The $200 million is a record investment for the Los Angeles region and will help both projects be completed at lower cost to local taxpayers. Both projects are partially funded by the Measure R sales tax passed by voters in 2008.
This is certainly good news for Los Angeles, however there are a couple of major obstacles left before Metro can start cashing these checks.
First, the Republican majority in the House of Representatives has to play ball, and there are many reasons to believe they won’t be willing to. Knowing that a carbon tax of some sort might be politically unpopular in a mid-term election year, the Obama Administration proposes to close the transportation funding gap by “reforming” the corporate tax code. At Streetsblog USA, Angie Schmitt explains the problems with this approach:
The Wall Street Journal is reporting the White House budget proposal includes $100 billion in new taxes on corporations’ international operations. About $150 billion is needed to bridge the gap between gas tax revenue and projected federal transportation spending over the next four years.
But even if the administration is able to somehow convince the House and Senate to pass the tax increase, there’s always a chance the budget itself won’t be able to pass the House of Representatives. It’s fortuitous that Obama and House Republican David Camp have similar plans for business tax reform, but mid-term elections often aren’t the best time for bi-partisan compromise to rule the day.
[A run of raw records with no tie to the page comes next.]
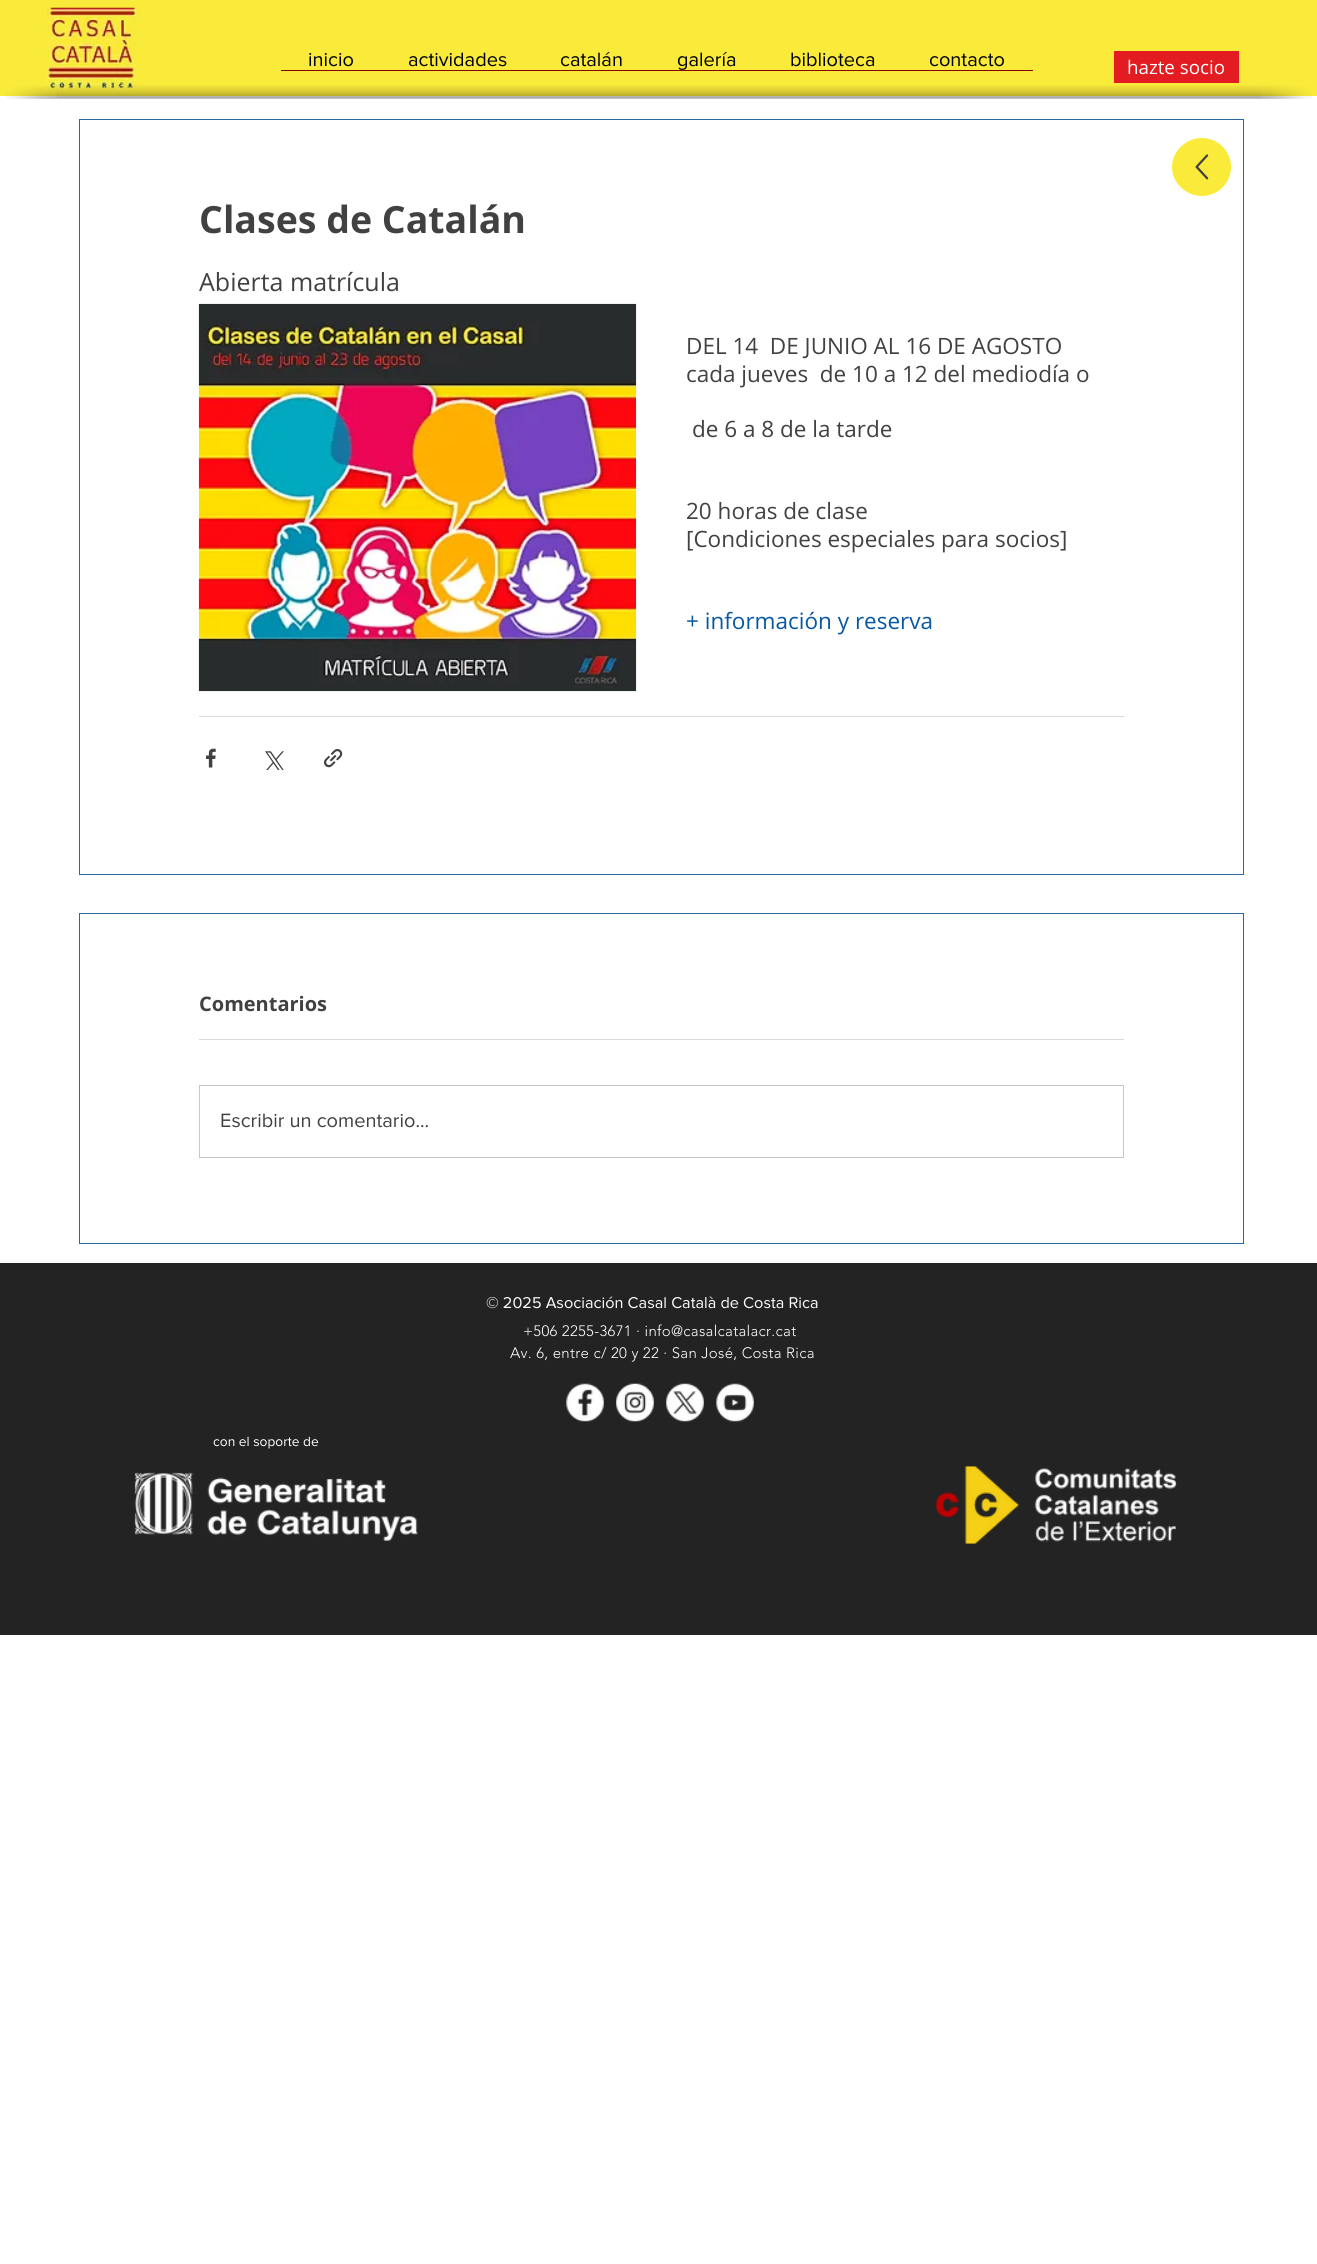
import math
import cairo

surface = cairo.ImageSurface(cairo.FORMAT_RGB24, 1317, 2264)
ctx = cairo.Context(surface)
options = cairo.FontOptions()
options.set_hint_metrics(cairo.HINT_METRICS_OFF)
options.set_hint_style(cairo.HINT_STYLE_NONE)
ctx.set_font_options(options)
ctx.set_miter_limit(4)


def set_color(code):
    ctx.set_source_rgb(*(v / 255 for v in bytes.fromhex(code[-6:])))


def draw_text(x, y, s, family, size, color, bold=False, italic=False):
    ctx.select_font_face(family, cairo.FONT_SLANT_ITALIC if italic else cairo.FONT_SLANT_NORMAL, cairo.FONT_WEIGHT_BOLD if bold else cairo.FONT_WEIGHT_NORMAL)
    ctx.set_font_size(size)
    set_color(color)
    ctx.move_to(x, y)
    ctx.show_text(s)


def draw_spaced(x, y, s, letter, word):
    ctx.move_to(x, y)
    for ch in s:
        ctx.show_text(ch)
        ctx.rel_move_to(letter + word * (ch == ' '), 0)


def fill_rect(x, y, w, h, color):
    set_color(color)
    ctx.rectangle(x, y, w, h)
    ctx.fill()


def draw_image(path, x, y, w, h):
    ctx.save()
    ctx.set_source_surface(cairo.ImageSurface.create_from_png(path), x, y)
    ctx.rectangle(x, y, w, h)
    ctx.fill()
    ctx.restore()


set_color("#ffffff")
ctx.paint()
fill_rect(0, 0, 1317, 96, "#faeb3a")
draw_image("assets/img1.png", 46, 7, 92, 82)
draw_text(308, 66, "inicio", "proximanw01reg", 20, "#000000")
draw_text(408, 66, "actividades", "proximanw01reg", 20, "#000000")
draw_text(560, 66, "catalán", "proximanw01reg", 20, "#000000")
draw_text(677, 66, "galería", "proximanw01reg", 20, "#000000")
draw_text(790, 66, "biblioteca", "proximanw01reg", 20, "#000000")
draw_text(929, 66, "contacto", "proximanw01reg", 20, "#000000")
fill_rect(281, 70, 752, 1, "#8b0000")
fill_rect(1114, 51, 125, 32, "#e21c21")
draw_text(1127, 74, "hazte socio", "Open Sans", 18.75, "#ffffff")
draw_image("assets/img2.png", 56, 85, 1206, 14)
draw_image("assets/img3.png", 5, 85, 52, 14)
draw_image("assets/img4.png", 1261, 85, 52, 14)
ctx.rectangle(79.5, 119.5, 1164, 755)
set_color("#2b689c")
ctx.set_line_width(1)
ctx.stroke()
set_color("#faeb3a")
ctx.new_path()
ctx.move_to(1172, 167)
ctx.curve_to(1172, 151, 1186, 138, 1202, 138)
ctx.curve_to(1218, 138, 1231, 151, 1231, 167)
ctx.curve_to(1231, 183, 1218, 196, 1202, 196)
ctx.curve_to(1186, 196, 1172, 183, 1172, 167)
ctx.close_path()
ctx.fill()
draw_image("assets/img5.png", 1195, 154, 14, 26)
draw_text(199, 233, "Clases de Catalán", "Open Sans", 37.5, "#414141", bold=True)
draw_text(199, 291, "Abierta matrícula", "Open Sans", 25, "#414141")
draw_image("assets/img6.png", 198, 303, 439, 389)
draw_text(686, 354, "DEL 14  DE JUNIO AL 16 DE AGOSTO", "Open Sans", 22.5, "#414141")
draw_text(686, 382, "cada jueves  de 10 a 12 del mediodía o", "Open Sans", 22.5, "#414141")
draw_text(692, 437, "de 6 a 8 de la tarde", "Open Sans", 22.5, "#414141")
draw_text(686, 519, "20 horas de clase", "Open Sans", 22.5, "#414141")
draw_text(686, 547, "[Condiciones especiales para socios]", "Open Sans", 22.5, "#414141")
draw_text(686, 629, "+ información y reserva", "Open Sans", 22.5, "#0957a2")
fill_rect(199, 716, 925, 1, "#d9d9d9")
draw_image("assets/img7.png", 206, 748, 10, 20)
draw_image("assets/img8.png", 265, 751, 19, 19)
draw_image("assets/img9.png", 324, 749, 19, 19)
ctx.rectangle(79.5, 913.5, 1164, 330)
set_color("#2b689c")
ctx.stroke()
draw_text(199, 1011, "Comentarios", "Open Sans", 20, "#414141", bold=True)
fill_rect(199, 1039, 925, 1, "#d9d9d9")
ctx.rectangle(199.5, 1085.5, 924, 72)
set_color("#c6c6c6")
ctx.stroke()
draw_text(220, 1127, "Escribir un comentario...", "proximanw01reg", 20, "#414141")
fill_rect(0, 1263, 1317, 372, "#242323")
draw_text(486, 1308, "© 2025 Asociación Casal Català de Costa Rica", "proximanw01reg", 16.25, "#ffffff")
ctx.select_font_face("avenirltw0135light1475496 Light")
ctx.set_font_size(15)
draw_spaced(523, 1336, "+506 2255-3671 · info@casalcatalacr.cat", 0.3, 0)
draw_spaced(510, 1358, "Av. 6, entre c/ 20 y 22 · San José, Costa Rica", 0.3, 0)
draw_image("assets/img10.png", 566, 1383, 38, 39)
draw_image("assets/img11.png", 616, 1383, 38, 39)
draw_image("assets/img12.png", 666, 1383, 38, 39)
draw_image("assets/img13.png", 716, 1383, 38, 39)
draw_text(213, 1446, "con el soporte de", "proximanw01reg", 13.75, "#ffffff")
draw_image("assets/img14.png", 134, 1472, 284, 70)
draw_image("assets/img15.png", 936, 1466, 241, 78)
surface.write_to_png("output.png")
Over at The Source, Steve Hymon writes of the “big picture”:
The Connector and Purple Line Extension also plan to use federally-backed TIFIA loans that will help Metro get lower interest rates than if they borrowed money for construction at market rates. That’s significant because it shows the degree to which the federal government under President Obama is getting involved in helping local areas build transit.
This is true, and good for President Obama. But the other big picture is that national politics seem to have a funny way of sometimes getting in the way of good local policy. While today is a good day to thank Obama and Los Angeles’ Congressional Delegation for their work getting L.A. this far, there’s miles to go before Metro can take these checks to the bank.